There is a story getting considerable coverage this week about a study that finds that an average family may end up having 30% less in total lifetime accumulated wealth in their 401(k) plans due to high fees and expenses. The study inspiring all of this attention is titled “The Retirement Savings Drain” and published by policy research firm Demos.

The Demos study estimates that the all-in costs of a 401(k) plan, (including fund expense ratio, trading costs and administrative fees) average 1.56% of assets per year. This figure is based on asset-weighted average expense ratios for mutual funds and assuming trading costs that are pretty reasonable. The all-in cost estimates are fairly consistent with other estimates that I have read. Participants in large low-cost plans may pay less and participants in small company plans tend to pay more, but this number seems to be a reasonable baseline.

Checking the Numbers

I have often performed this type analysis as a standard demonstration of Monte Carlo simulation for portfolio planning.

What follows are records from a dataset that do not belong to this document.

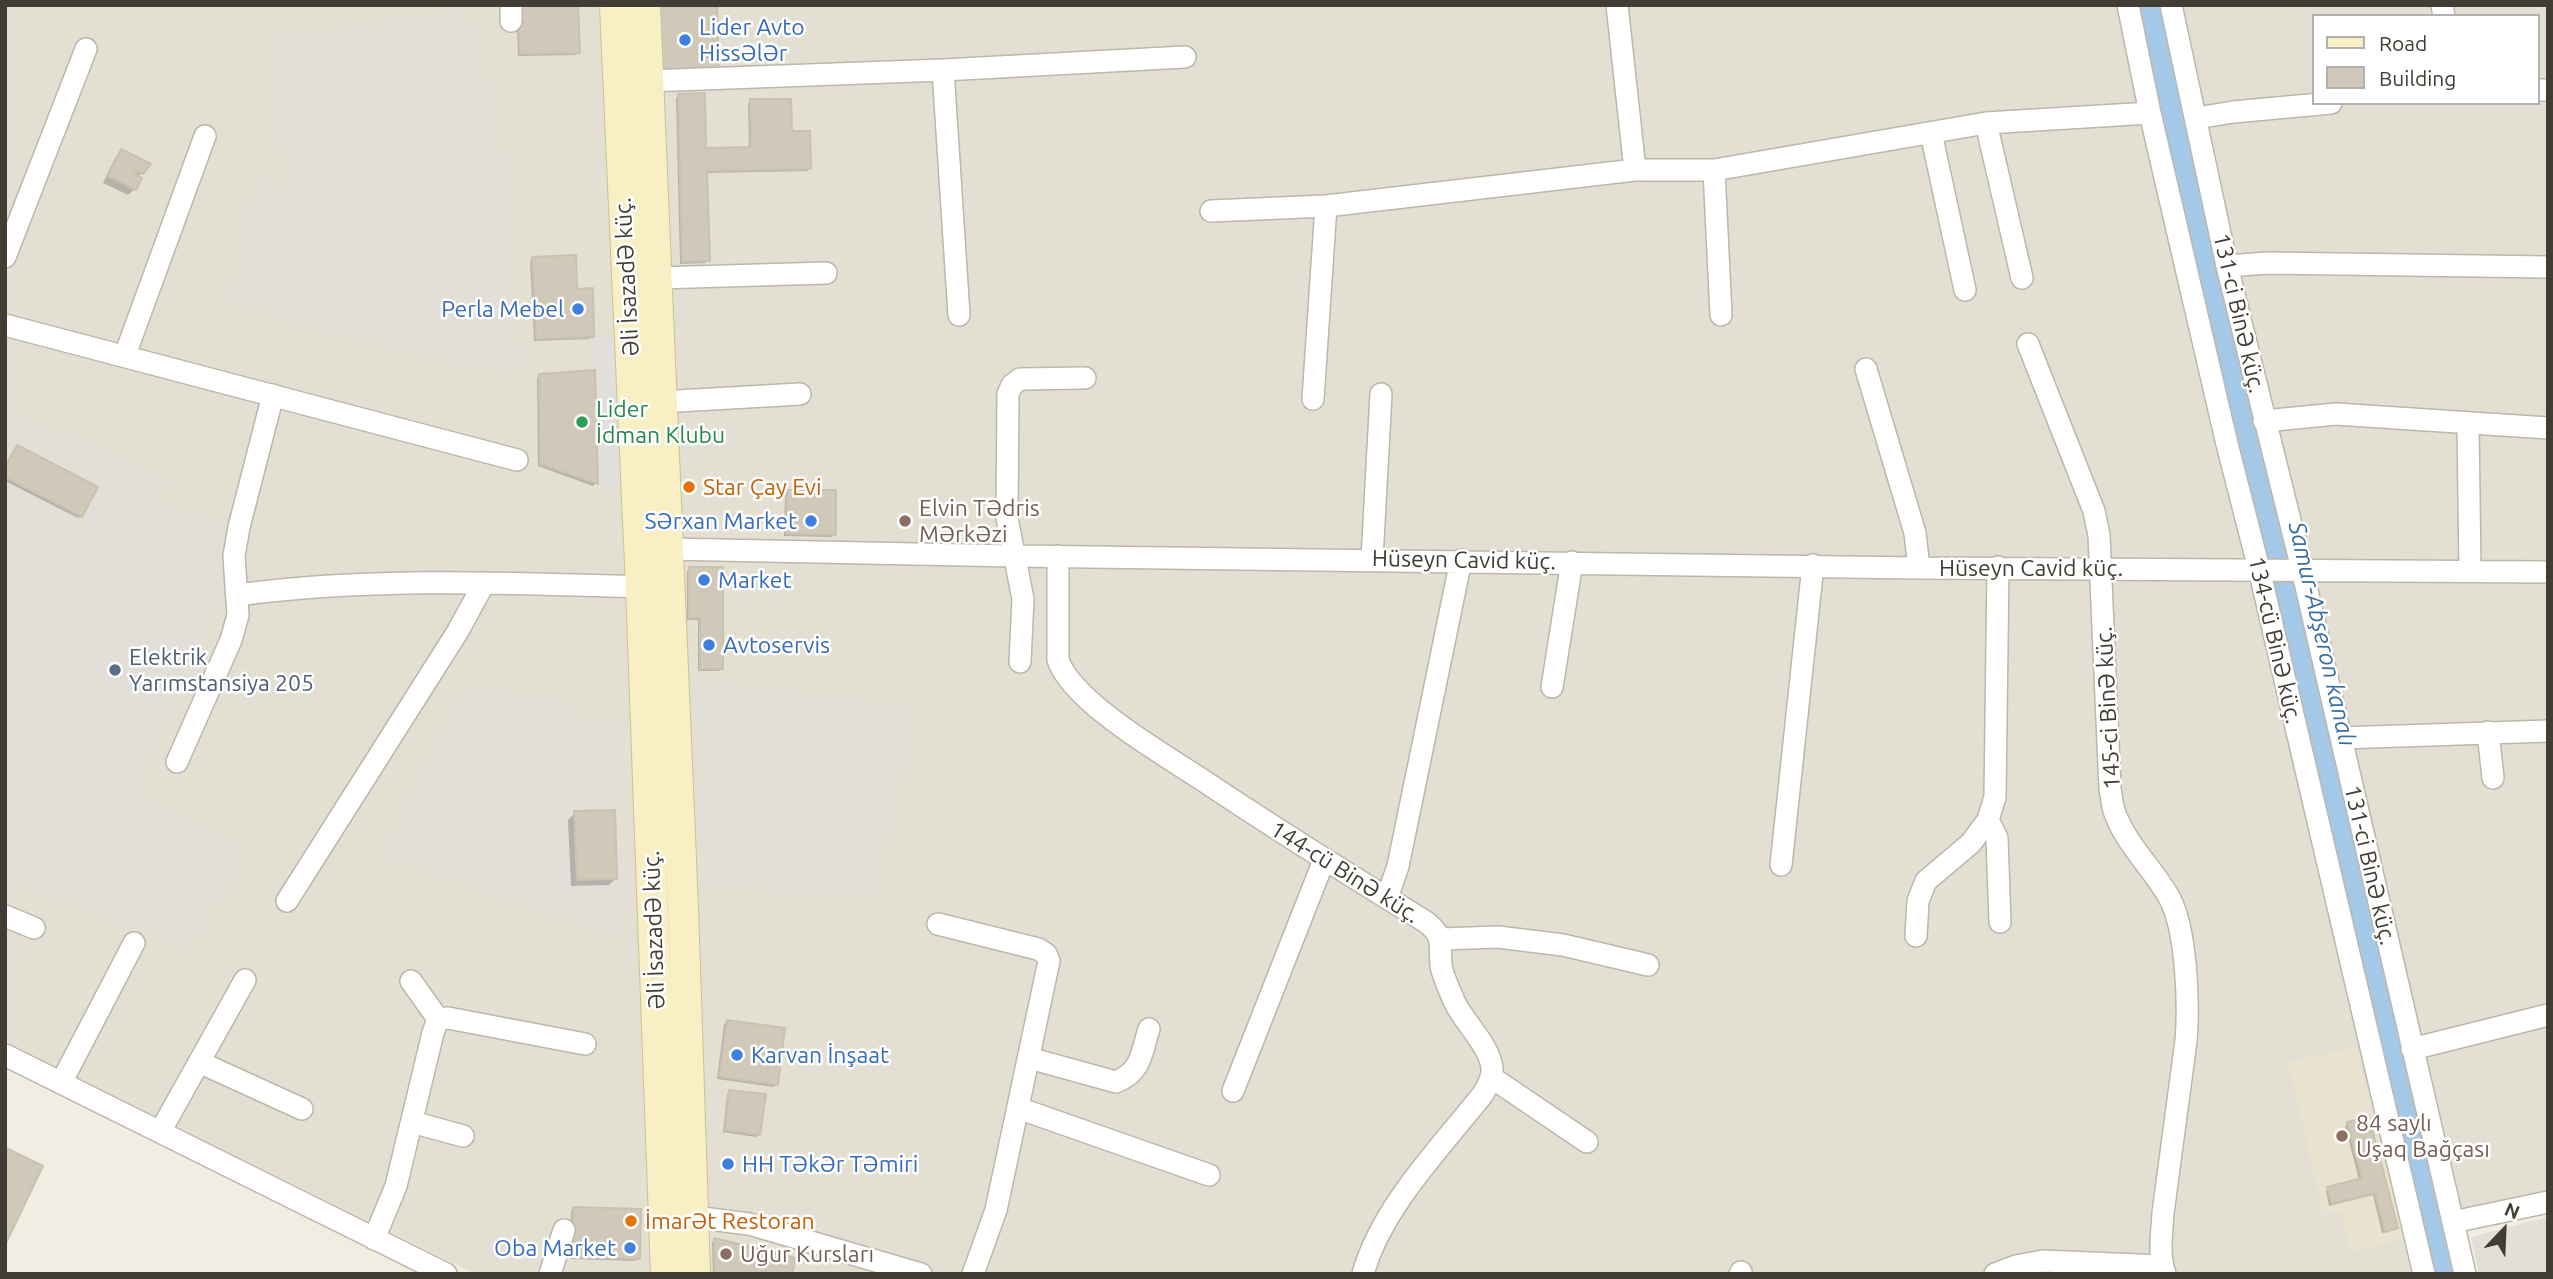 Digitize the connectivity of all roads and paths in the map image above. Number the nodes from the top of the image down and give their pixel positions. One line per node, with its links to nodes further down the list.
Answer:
1 (615, 5): 43 (main road, Əli İsazadə küç.)
2 (645, 5): 9 (main road, Əli İsazadə küç.)
3 (1617, 5): 16 (street)
4 (2128, 5): 11 (street, 134-cü Binə küç.)
5 (2171, 5): 12 (street, 131-ci Binə küç.)
6 (86, 49): 20 (street)
7 (1185, 57): 8 (street)
8 (943, 70): 9 (street); 27 (street)
9 (648, 81): 24 (main road, Əli İsazadə küç.)
10 (2312, 105): 12 (street)
11 (2150, 113): 13 (street); 53 (street, 134-cü Binə küç.)
12 (2197, 118): 21 (street, 131-ci Binə küç.)
13 (1986, 122): 14 (street); 25 (street)
14 (1931, 133): 17 (street); 26 (street)
15 (205, 136): 31 (street)
16 (1635, 170): 17 (street); 18 (street)
17 (1714, 170): 28 (street)
18 (1326, 206): 19 (street); 37 (street)
19 (1211, 211)
20 (5, 257)
21 (2227, 266): 22 (street); 39 (street, 131-ci Binə küç.)
22 (2548, 267)
23 (826, 273): 24 (street)
24 (657, 278): 38 (main road, Əli İsazadə küç.)
25 (2022, 278)
26 (1965, 290)
27 (959, 315)
28 (1721, 315)
29 (5, 326): 31 (street)
30 (2028, 344): 52 (street, 145-ci Binə küç.)
31 (125, 355): 36 (street)
32 (1866, 369): 51 (street)
33 (1084, 378): 44 (street)
34 (800, 394): 38 (street)
35 (1381, 394): 46 (street)
36 (273, 395): 42 (street); 59 (street)
37 (1313, 400)
38 (660, 401): 43 (main road, Əli İsazadə küç.)
39 (2264, 421): 40 (street); 54 (street, 131-ci Binə küç.)
40 (2468, 423): 41 (street); 55 (street)
41 (2548, 428)
42 (517, 460)
43 (654, 549): 44 (street, Hüseyn Cavid küç.); 58 (main road)
44 (1014, 556): 45 (street, Hüseyn Cavid küç.); 60 (street)
45 (1058, 556): 46 (street, Hüseyn Cavid küç.); 68 (street, 144-cü Binə küç.)
46 (1372, 559): 47 (street, Hüseyn Cavid küç.)
47 (1461, 560): 48 (street, Hüseyn Cavid küç.); 70 (street)
48 (1572, 562): 49 (street, Hüseyn Cavid küç.); 61 (street)
49 (1812, 565): 51 (street, Hüseyn Cavid küç.); 69 (street)
50 (1998, 567): 51 (street, Hüseyn Cavid küç.); 52 (street, Hüseyn Cavid küç.); 67 (street)
51 (1919, 568)
52 (2101, 569): 53 (street, Hüseyn Cavid küç.); 105 (street, 145-ci Binə küç.)
53 (2259, 569): 54 (street, Hüseyn Cavid küç.); 114 (street, 134-cü Binə küç.)
54 (2302, 569): 55 (street); 64 (street, 131-ci Binə küç.)
55 (2470, 571): 56 (street)
56 (2548, 572)
57 (483, 584): 58 (street); 59 (street); 71 (street)
58 (655, 587): 101 (main road, Əli İsazadə küç.); 108 (main road, Əli İsazadə küç.)
59 (238, 595): 65 (street)
60 (1020, 662)
61 (1552, 687)
62 (2548, 731): 63 (street)
63 (2488, 732): 64 (street); 66 (street)
64 (2341, 737): 86 (street, 131-ci Binə küç.)
65 (177, 762)
66 (2493, 778)
67 (1988, 820): 73 (street); 76 (street)
68 (1324, 860): 70 (street, 144-cü Binə küç.); 92 (street)
69 (1780, 864)
70 (1387, 898): 77 (street, 144-cü Binə küç.)
71 (287, 901)
72 (5, 916): 75 (street)
73 (2000, 922)
74 (938, 925): 88 (street)
75 (34, 928)
76 (1916, 936)
77 (1441, 939): 79 (street); 90 (street, 144-cü Binə küç.)
78 (134, 943): 91 (street)
79 (1648, 965)
80 (245, 980): 89 (street)
81 (411, 981): 83 (street)
82 (2548, 1015): 86 (street)
83 (439, 1019): 85 (street); 95 (street)
84 (1149, 1029): 88 (street)
85 (585, 1044)
86 (2412, 1049): 102 (street, 131-ci Binə küç.)
87 (5, 1055): 91 (street)
88 (1029, 1058): 93 (street)
89 (199, 1062): 94 (street); 96 (street)
90 (1491, 1077): 98 (street); 112 (street)
91 (61, 1083): 96 (street)
92 (1233, 1091)
93 (1018, 1108): 99 (street); 111 (street)
94 (302, 1109)
95 (412, 1122): 97 (street); 104 (street)
96 (160, 1132): 104 (street)
97 (463, 1136)
98 (1587, 1142)
99 (1209, 1175)
100 (2548, 1202): 102 (street)
101 (694, 1217): 109 (main road, Əli İsazadə küç.); 110 (street)
102 (2453, 1222): 115 (street, 131-ci Binə küç.)
103 (564, 1230): 107 (street)
104 (374, 1239): 106 (street)
105 (2164, 1270): 113 (street)
106 (446, 1274)
107 (550, 1274)
108 (666, 1274)
109 (695, 1274)
110 (921, 1274)
111 (973, 1274)
112 (1363, 1274)
113 (1995, 1274)
114 (2424, 1274)
115 (2465, 1274)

To follow the general structure of the Demos analysis, I assume that an investor buys and holds a portfolio that is 50% allocated to an ultra-low-cost S&P 500 fund (SPY) and 50% allocated to an aggregate bond fund (AGG).  I then assume that the investor continuously contributes to a 401(k) plan over his or her entire 40-year career (age 25 to age 65) and increases the annual contribution to keep up with inflation.

I then calculate the investor’s total accumulated wealth at age 65, including their contributions and capital gains, assuming that all dividends and bond yields are reinvested. (Note: I realize that this is the ‘best case’ scenario.) I then add a 1% additional expense to both the stock fund and the bond fund to see how much a 1% increase in cost will impact lifetime wealth.

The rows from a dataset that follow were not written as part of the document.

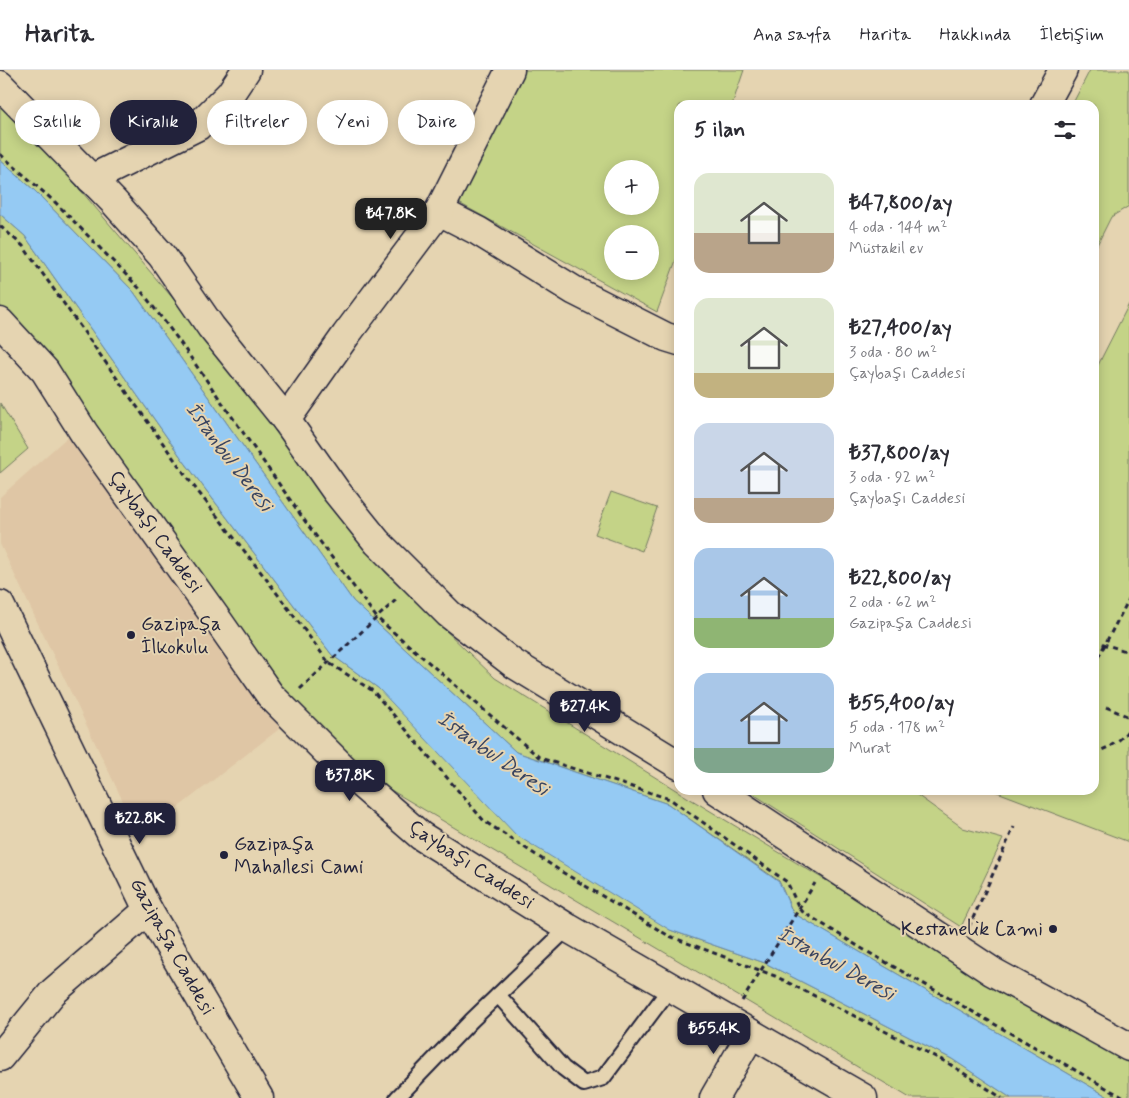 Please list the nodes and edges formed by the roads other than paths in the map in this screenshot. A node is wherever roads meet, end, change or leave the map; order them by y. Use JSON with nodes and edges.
{"nodes":[{"id":1,"x":246,"y":70,"type":"edge"},
{"id":2,"x":510,"y":70,"type":"edge"},
{"id":3,"x":1063,"y":70,"type":"edge"},
{"id":4,"x":0,"y":85,"type":"edge"},
{"id":5,"x":1047,"y":100,"type":"edge"},
{"id":6,"x":91,"y":179,"type":"junction"},
{"id":7,"x":439,"y":211,"type":"junction"},
{"id":8,"x":0,"y":322,"type":"edge"},
{"id":9,"x":674,"y":339,"type":"edge"},
{"id":10,"x":286,"y":420,"type":"junction"},
{"id":11,"x":0,"y":605,"type":"edge"},
{"id":12,"x":674,"y":762,"type":"edge"},
{"id":13,"x":725,"y":795,"type":"edge"},
{"id":14,"x":148,"y":910,"type":"junction"},
{"id":15,"x":568,"y":928,"type":"junction"},
{"id":16,"x":671,"y":987,"type":"junction"},
{"id":17,"x":498,"y":995,"type":"junction"},
{"id":18,"x":740,"y":1027,"type":"junction"},
{"id":19,"x":1129,"y":1047,"type":"edge"},
{"id":20,"x":0,"y":1057,"type":"edge"},
{"id":21,"x":259,"y":1098,"type":"edge"},
{"id":22,"x":397,"y":1098,"type":"edge"},
{"id":23,"x":714,"y":1098,"type":"edge"},
{"id":24,"x":863,"y":1098,"type":"edge"}],
"edges":[{"from":1,"to":6,"type":"street"},
{"from":2,"to":7,"type":"street"},
{"from":3,"to":5,"type":"street"},
{"from":4,"to":6,"type":"street"},
{"from":6,"to":10,"type":"street"},
{"from":7,"to":9,"type":"street"},
{"from":7,"to":10,"type":"street"},
{"from":8,"to":15,"type":"street","name":"Çaybaşı Caddesi"},
{"from":10,"to":12,"type":"street"},
{"from":11,"to":14,"type":"street","name":"Gazipaşa Caddesi"},
{"from":13,"to":19,"type":"street"},
{"from":14,"to":20,"type":"street"},
{"from":14,"to":21,"type":"street","name":"Gazipaşa Caddesi"},
{"from":15,"to":16,"type":"street","name":"Çaybaşı Caddesi"},
{"from":15,"to":17,"type":"lane"},
{"from":16,"to":17,"type":"lane"},
{"from":16,"to":18,"type":"street","name":"Çaybaşı Caddesi"},
{"from":17,"to":22,"type":"lane"},
{"from":18,"to":23,"type":"street"},
{"from":18,"to":24,"type":"street","name":"Çaybaşı Caddesi"}]}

Here’s Why Every Percentage Point Counts

So, how much does just a 1% increase in costs reduce our model investor’s lifetime accumulated wealth?  I come out with a 20% reduction in lifetime accumulated wealth. And if I add a 1.56% additional fee (to match the Demos example), the lifetime reduction in accumulated wealth is 28.3%.

My results are very consistent with those produced by Demos. The two main differences between my assumptions and those used in the Demos study are:

  1. They use last 40 years of historical market data, while I use forward-looking risk and return simulations.
  2.  The Demos researchers look at a couple who each earn an average salary for their age and gender through this 40-year period. In my calculations, I simply assume that the investor’s wage growth follows a 3% annualized increase to keep up with inflation and that their contributions also increase 3% annually (so that inflation-adjusted contributions are constant).

Same Numbers Very Different Interpretation

While my calculations agree with the Demos study, my interpretation of the results is quite different. Here’s why: Demos is citing this 30% reduction in lifetime wealth as if it is entirely avoidable but mutual funds and ETFs will always have a cost, and administering and managing a 401(k) plan will always have a cost.   There is no way to have a costless solution.

Comparing the average lifetime cost of a 401(k) plan to an unattainable zero-cost solution is like pointing out that a car could get an infinite number of miles per gallon in a frictionless world. This may be true, but it is simply irrelevant.

I have previously estimated that it is possible to create a well-diversified investment portfolio in an IRA for an all-in cost of 0.56% per year. (Note that this is for an IRA and not a 401(k) and a 401(k) will incur additional costs for administrative and advisory services.)

If a 401(k) plan’s costs can be reduced by 1% per year in just fees and expenses, this would save plan participants 20% of their lifetime accumulated wealth.

This is an enormous amount. Based on a range of data, there are plans where it should be possible to create this level of cost reduction. To focus on the 30% number calculated by Demos without looking somewhat deeper is an oversimplification, and to make a zero-cost plan the basis of comparison is simply not very useful.

Employers and their employees should look closely at the costs of their retirement plans. There is nothing to lose (and potentially a substantial amount to gain) for all involved if  the costs of having a retirement plan can be reduced.